At this stage, it is not proposed that any of the larger categories: surnames (145k entries, 125k with n-gram counts), female (109k, 70k), male (21k, 16k), given (61k, 60k), place-names (227k, 157k), stations (8k, 8k) be included initially, but this can be revisited.

The selected entries will be tagged in the JMnedict database by adding the "spec1" tag to the reading priority. This can be done initially via a bulk update, and entries can be later modified via the usual edit system. The tagged entries can be automatically extracted in JMdict format and included in the JMdict release.

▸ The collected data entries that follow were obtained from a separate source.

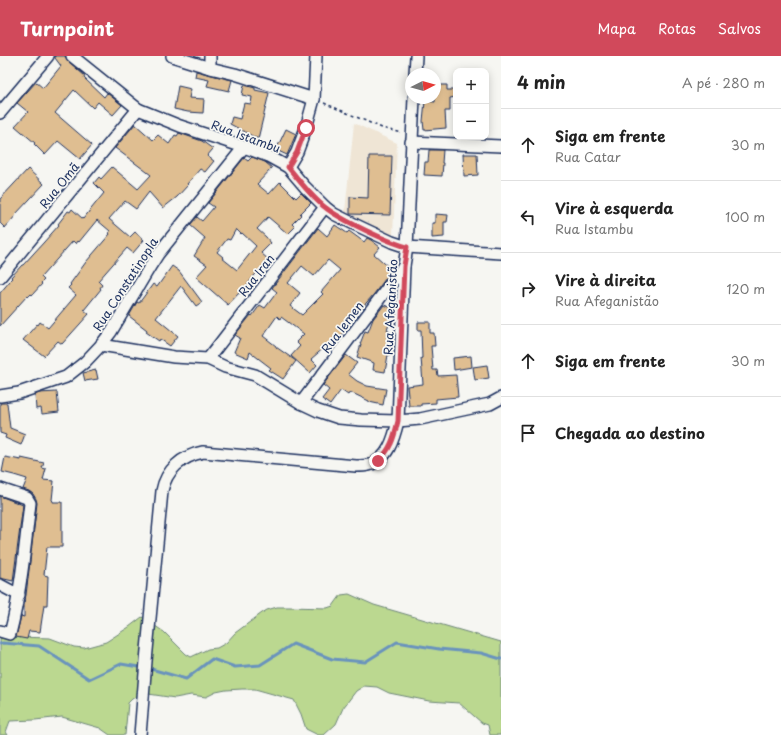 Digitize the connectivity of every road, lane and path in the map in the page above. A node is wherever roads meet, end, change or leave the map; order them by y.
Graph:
1 (48, 56) edge
2 (72, 56) edge
3 (172, 56) edge
4 (210, 56) edge
5 (316, 56) edge
6 (416, 56) edge
7 (210, 68) junction
8 (415, 68) edge
9 (314, 99) junction
10 (414, 104) edge
11 (138, 109) junction
12 (0, 113) edge
13 (412, 139) junction
14 (501, 146) edge
15 (244, 147) junction
16 (288, 167) junction
17 (325, 207) junction
18 (407, 247) junction
19 (501, 253) edge
20 (404, 266) junction
21 (0, 277) edge
22 (101, 345) junction
23 (208, 359) junction
24 (0, 396) edge
25 (501, 398) edge
26 (301, 403) junction
27 (398, 421) junction
28 (0, 489) edge
29 (0, 585) edge
30 (18, 595) junction
31 (5, 632) edge
32 (140, 735) edge

1 - 12 street
2 - 11 street, Rua Istambu
3 - 7 street
4 - 7 street
5 - 9 street
6 - 8 street
7 - 9 street
9 - 13 path
9 - 16 street
10 - 13 street, Rua Afeganistão
11 - 15 street, Rua Istambu
11 - 21 street, Rua Omã
13 - 14 street
13 - 18 street, Rua Afeganistão
15 - 16 street, Rua Istambu
15 - 22 street, Rua Constatinopla
16 - 17 street, Rua Istambu
17 - 18 street, Rua Istambu
17 - 23 street, Rua Iran
18 - 19 street, Rua Istambu
18 - 20 street, Rua Afeganistão
20 - 26 street, Rua Iemen
20 - 27 street, Rua Afeganistão
22 - 23 street
22 - 24 street, Rua Constatinopla
23 - 26 street
25 - 27 street
26 - 27 street
27 - 32 street, Rua Afeganistão
28 - 30 street
29 - 30 street
30 - 31 street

I will announce this proposal on the mailing list to alert developers/maintainers and to seek feedback.

@robinjmdict
Copy link

I don't think this is the best approach.

The Google n-gram counts are a blunt instrument. They're outdated (16 years old now) and false positives often distort the counts. How would we handle the thousands upon thousands of products/works/companies that have been created since 2007? Presumably almost all of them would meet the criteria for inclusion if the n-gram threshold is as low as 20.

Most of those 2,000 person name entries are just romanisations (sometimes with dates of birth and death). Also, I don't think full names belong in JMdict.

It complicates the editing process – any amendment would have to be made to both databases.

I think it would be more practical to have a separate names dictionary file without personal or place names, and to strongly encourage developers to include it in their app/sites.

@birtles
Copy link

birtles commented Apr 24, 2023

As an app developer using both dictionaries, I'd rather avoid having duplicates. We don't want our users to have to download such entries twice but it's cumbersome for us to detect duplicates. If entries do end up being duplicated it would be very nice to have a flag indicating which entries appear in both databases so we can filter them out.

@JMdictProject
Copy link
Owner Author

Robin wrote:

How would we handle the thousands upon thousands of products/works/companies that have been created since 2007?

Well, first we'd have to get them into JMnedict. Most of the present contents came from WWW-scraping I did years ago. The numbers of recent formations we have are rather low. The number of products/works/companies entries without n-gram scores is in the low 100s, and I plan to flag the more obvious recent ones such as Tik Tok and Weibo. Clearly it would be great to get more recent names included.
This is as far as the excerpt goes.